Issue #14, 2003

Iosif Király

IOSIF KIRÁLY born in 1957, RO. Works singly and since 1990 also as subREAL, in the media of photography, installation and performance. His exhibitions includes: the Museum of Contemporary Art (Chicago), Galérie Nationale du Jeu de Paume (Paris), Moderna Museet (Stockholm), Kunsthal (Rotterdam), Hamburger Banhof (Berlin), Fotogalerie Wien, Galerie Vox (Montreal), Neue Galerie am Landesmuseum Joanneum (Graz), Kunstnernes Hus (Oslo), La Biennale di Venezia, São Paulo Biennial, Foto-Triennale Esslingen etc. He lectures at the University of Arts, Bucharest, as well as internationally; and has been artist in residence at: Kunstlerhaus Bethanien (Berlin); Akademie Schloss Solitude (Stuttgart); KulturKontakt (Vienna); Light Work Syracuse (N.Y.); NIFCA (Helsinki); IASPIS (Stockholm) etc.


Within this project with the help of photography I have attempted to make sections in different personal situations and experiences that took place a longer or a shorter time ago.

“Reconstructions” are compound poly-perspective images whereby each snapshot acts as a byte of information and memory (the time code of the camera being visible). The fact that these snapshots are taken approximately from the same spot (location) but at different moments (after periods of minutes, days, months, years) gives the final image a spatial coherence but a temporal discontinuity.

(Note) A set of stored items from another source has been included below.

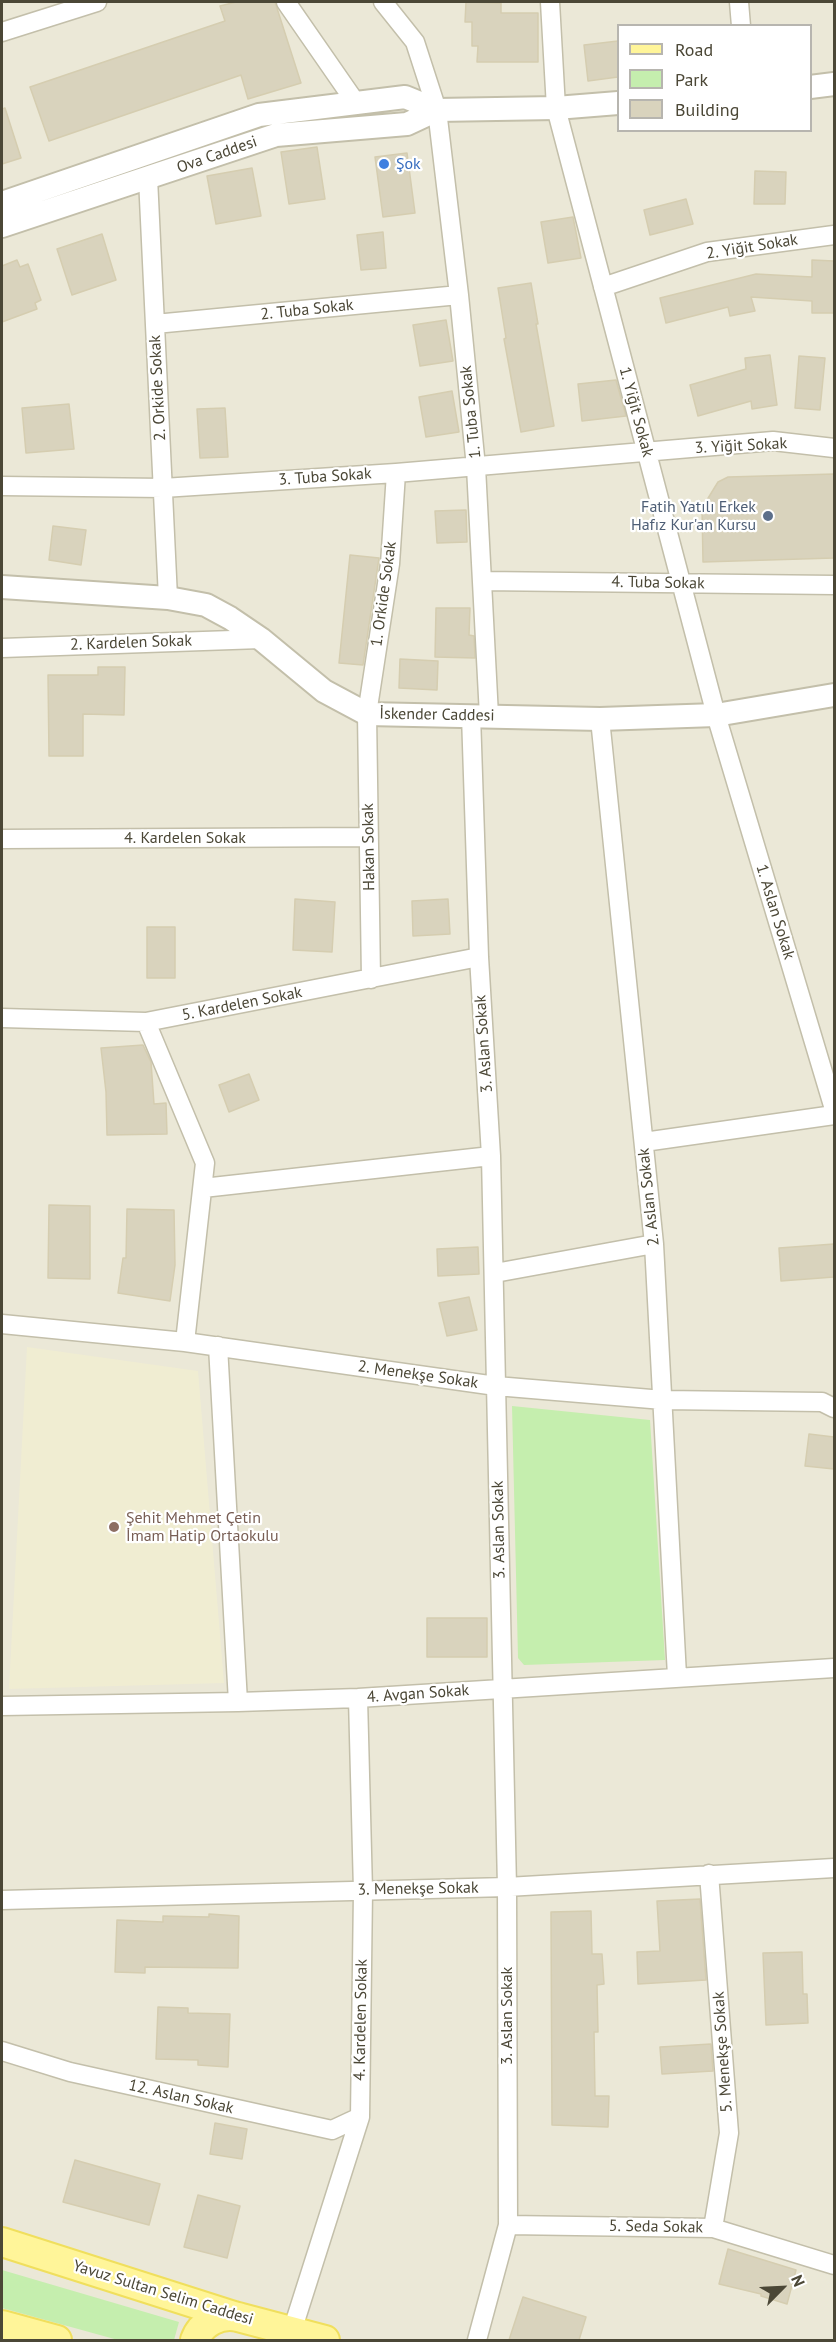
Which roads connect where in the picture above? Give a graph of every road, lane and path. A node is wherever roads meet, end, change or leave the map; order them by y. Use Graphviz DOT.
graph roads {
  1 [pos="97,2"];
  2 [pos="286,2"];
  3 [pos="383,2"];
  4 [pos="550,2"];
  5 [pos="739,2"];
  6 [pos="741,24"];
  7 [pos="2,32"];
  8 [pos="834,84"];
  9 [pos="812,87"];
  10 [pos="356,103"];
  11 [pos="617,103"];
  12 [pos="556,108"];
  13 [pos="437,110"];
  14 [pos="148,178"];
  15 [pos="2,202"];
  16 [pos="2,226"];
  17 [pos="834,235"];
  18 [pos="603,287"];
  19 [pos="459,295"];
  20 [pos="155,324"];
  21 [pos="834,448"];
  22 [pos="647,452"];
  23 [pos="476,467"];
  24 [pos="396,473"];
  25 [pos="2,486"];
  26 [pos="163,488"];
  27 [pos="482,581"];
  28 [pos="681,583"];
  29 [pos="834,585"];
  30 [pos="2,587"];
  31 [pos="168,598"];
  32 [pos="261,639"];
  33 [pos="2,648"];
  34 [pos="834,695"];
  35 [pos="367,714"];
  36 [pos="716,715"];
  37 [pos="480,716"];
  38 [pos="600,719"];
  39 [pos="369,837"];
  40 [pos="2,839"];
  41 [pos="479,957"];
  42 [pos="371,979"];
  43 [pos="2,1018"];
  44 [pos="146,1022"];
  45 [pos="834,1110"];
  46 [pos="834,1115"];
  47 [pos="644,1142"];
  48 [pos="491,1156"];
  49 [pos="203,1188"];
  50 [pos="654,1244"];
  51 [pos="495,1273"];
  52 [pos="2,1324"];
  53 [pos="185,1342"];
  54 [pos="218,1346"];
  55 [pos="496,1386"];
  56 [pos="663,1400"];
  57 [pos="834,1408"];
  58 [pos="834,1668"];
  59 [pos="677,1676"];
  60 [pos="503,1688"];
  61 [pos="358,1698"];
  62 [pos="238,1702"];
  63 [pos="2,1706"];
  64 [pos="834,1868"];
  65 [pos="709,1874"];
  66 [pos="507,1887"];
  67 [pos="363,1891"];
  68 [pos="2,1900"];
  69 [pos="2,2051"];
  70 [pos="360,2117"];
  71 [pos="508,2225"];
  72 [pos="713,2228"];
  73 [pos="2,2242"];
  74 [pos="834,2265"];
  75 [pos="234,2316"];
  76 [pos="2,2325"];
  77 [pos="292,2331"];
  78 [pos="57,2340"];
  79 [pos="195,2340"];
  80 [pos="262,2340"];
  81 [pos="325,2340"];
  82 [pos="477,2340"];
  1 -- 7 [label="street"];
  2 -- 10 [label="street"];
  3 -- 13 [label="street, 1. Tuba Sokak"];
  4 -- 12 [label="street, 1. Yiğit Sokak"];
  5 -- 6 [label="street"];
  8 -- 9 [label="street"];
  10 -- 13 [label="street, Ova Caddesi"];
  10 -- 15 [label="street, Ova Caddesi"];
  11 -- 12 [label="street, Ova Caddesi"];
  12 -- 13 [label="street, Ova Caddesi"];
  12 -- 18 [label="street, 1. Yiğit Sokak"];
  13 -- 14 [label="street, Ova Caddesi"];
  13 -- 19 [label="street, 1. Tuba Sokak"];
  14 -- 16 [label="street, Ova Caddesi"];
  14 -- 20 [label="street, 2. Orkide Sokak"];
  17 -- 18 [label="street, 2. Yiğit Sokak"];
  18 -- 22 [label="street, 1. Yiğit Sokak"];
  19 -- 20 [label="street, 2. Tuba Sokak"];
  19 -- 23 [label="street, 1. Tuba Sokak"];
  20 -- 26 [label="street, 2. Orkide Sokak"];
  21 -- 22 [label="street, 3. Yiğit Sokak"];
  22 -- 23 [label="street, 3. Tuba Sokak"];
  22 -- 28 [label="street, 1. Yiğit Sokak"];
  23 -- 24 [label="street, 3. Tuba Sokak"];
  23 -- 27 [label="street, 1. Tuba Sokak"];
  24 -- 26 [label="street, 3. Tuba Sokak"];
  24 -- 35 [label="street, 1. Orkide Sokak"];
  25 -- 26 [label="street, 3. Tuba Sokak"];
  26 -- 31 [label="street, 2. Orkide Sokak"];
  27 -- 28 [label="street, 4. Tuba Sokak"];
  27 -- 37 [label="street, 1. Tuba Sokak"];
  28 -- 29 [label="street, 4. Tuba Sokak"];
  28 -- 36 [label="street, 1. Yiğit Sokak"];
  30 -- 31 [label="street, İskender Caddesi"];
  31 -- 32 [label="street, İskender Caddesi"];
  32 -- 33 [label="street, 2. Kardelen Sokak"];
  32 -- 35 [label="street, İskender Caddesi"];
  34 -- 36 [label="street, İskender Caddesi"];
  35 -- 37 [label="street, İskender Caddesi"];
  35 -- 39 [label="street, Hakan Sokak"];
  36 -- 38 [label="street, İskender Caddesi"];
  36 -- 45 [label="street, 1. Aslan Sokak"];
  37 -- 38 [label="street, İskender Caddesi"];
  37 -- 41 [label="street, 3. Aslan Sokak"];
  38 -- 47 [label="street, 2. Aslan Sokak"];
  39 -- 40 [label="street, 4. Kardelen Sokak"];
  39 -- 42 [label="street, Hakan Sokak"];
  41 -- 42 [label="street, 5. Kardelen Sokak"];
  41 -- 48 [label="street, 3. Aslan Sokak"];
  42 -- 44 [label="street, 5. Kardelen Sokak"];
  43 -- 44 [label="street, 5. Kardelen Sokak"];
  44 -- 49 [label="street"];
  46 -- 47 [label="street"];
  47 -- 50 [label="street, 2. Aslan Sokak"];
  48 -- 49 [label="street"];
  48 -- 51 [label="street, 3. Aslan Sokak"];
  49 -- 53 [label="street"];
  50 -- 51 [label="street"];
  50 -- 56 [label="street, 2. Aslan Sokak"];
  51 -- 55 [label="street, 3. Aslan Sokak"];
  52 -- 53 [label="street, 2. Menekşe Sokak"];
  53 -- 54 [label="street, 2. Menekşe Sokak"];
  54 -- 55 [label="street, 2. Menekşe Sokak"];
  54 -- 62 [label="street"];
  55 -- 56 [label="street, 2. Menekşe Sokak"];
  55 -- 60 [label="street, 3. Aslan Sokak"];
  56 -- 57 [label="street, 2. Menekşe Sokak"];
  56 -- 59 [label="street, 2. Aslan Sokak"];
  58 -- 59 [label="street, 4. Avgan Sokak"];
  59 -- 60 [label="street, 4. Avgan Sokak"];
  60 -- 61 [label="street, 4. Avgan Sokak"];
  60 -- 66 [label="street, 3. Aslan Sokak"];
  61 -- 62 [label="street, 4. Avgan Sokak"];
  61 -- 67 [label="street, 4. Kardelen Sokak"];
  62 -- 63 [label="street, 4. Avgan Sokak"];
  64 -- 65 [label="street, 3. Menekşe Sokak"];
  65 -- 66 [label="street, 3. Menekşe Sokak"];
  65 -- 72 [label="street, 5. Menekşe Sokak"];
  66 -- 67 [label="street, 3. Menekşe Sokak"];
  66 -- 71 [label="street, 3. Aslan Sokak"];
  67 -- 68 [label="street, 3. Menekşe Sokak"];
  67 -- 70 [label="street, 4. Kardelen Sokak"];
  69 -- 70 [label="street, 12. Aslan Sokak"];
  70 -- 77 [label="street, 4. Kardelen Sokak"];
  71 -- 72 [label="street, 5. Seda Sokak"];
  71 -- 82 [label="street, 3. Aslan Sokak"];
  72 -- 74 [label="street, 5. Seda Sokak"];
  73 -- 75 [label="main road, Yavuz Sultan Selim Caddesi"];
  75 -- 77 [label="main road, Yavuz Sultan Selim Caddesi"];
  75 -- 79 [label="main road"];
  75 -- 80 [label="main road"];
  76 -- 78 [label="main road"];
  77 -- 81 [label="main road, Yavuz Sultan Selim Caddesi"];
}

“... we tend to think of memories as snapshots from family albums that, if stored properly, could be retrieved in precisely the same condition in which they were put away. But we now know that we do not record our experiences the way a camera records them. Our memories work differently. We extract key elements from our experiences and store them. We then recreate or reconstruct our experiences rather than retrieve copies of them. Sometimes, in the process of reconstructing we add on feelings, beliefs, or even knowledge we obtained after the experience. In other words, we bias our memories of the past by attributing to them emotions or knowledge we acquired after the event.” (Daniel L. Schacter, The Seven Sins of Memory – How the Mind Forgets and Remembers, Houghton Mifflin Company, 2001, p. 9.)

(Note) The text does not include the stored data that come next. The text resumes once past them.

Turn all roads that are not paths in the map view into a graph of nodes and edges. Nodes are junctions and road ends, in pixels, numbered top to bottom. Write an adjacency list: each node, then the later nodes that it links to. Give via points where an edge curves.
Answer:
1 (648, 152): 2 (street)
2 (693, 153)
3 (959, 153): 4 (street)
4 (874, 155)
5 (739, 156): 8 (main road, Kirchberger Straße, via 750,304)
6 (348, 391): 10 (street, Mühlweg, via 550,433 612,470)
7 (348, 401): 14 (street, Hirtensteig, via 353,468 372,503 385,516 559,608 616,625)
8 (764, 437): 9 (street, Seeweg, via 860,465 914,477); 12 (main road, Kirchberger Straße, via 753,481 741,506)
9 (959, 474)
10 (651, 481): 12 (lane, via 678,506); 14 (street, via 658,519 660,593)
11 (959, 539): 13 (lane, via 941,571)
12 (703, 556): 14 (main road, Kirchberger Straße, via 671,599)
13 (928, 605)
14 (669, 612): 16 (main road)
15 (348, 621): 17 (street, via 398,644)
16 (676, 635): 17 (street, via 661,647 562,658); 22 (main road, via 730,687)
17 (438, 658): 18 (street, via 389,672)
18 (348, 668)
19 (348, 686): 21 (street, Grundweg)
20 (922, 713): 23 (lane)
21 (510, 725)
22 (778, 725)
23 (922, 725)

Reconstruction is influenced by several factors such as the context where it occurs, the emotional state in the moment of remembering and experiences accumulated from the moments the events took place until the moment it is remembered etc. Thus, some details can be given more importance than others, some elements can be highlighted in time whereas others can diminish or even fade out being replaced with elements taken from ulterior happenings or even indirectly experienced events such as information received from mass-media or other sources and took as our own at a subconscious level.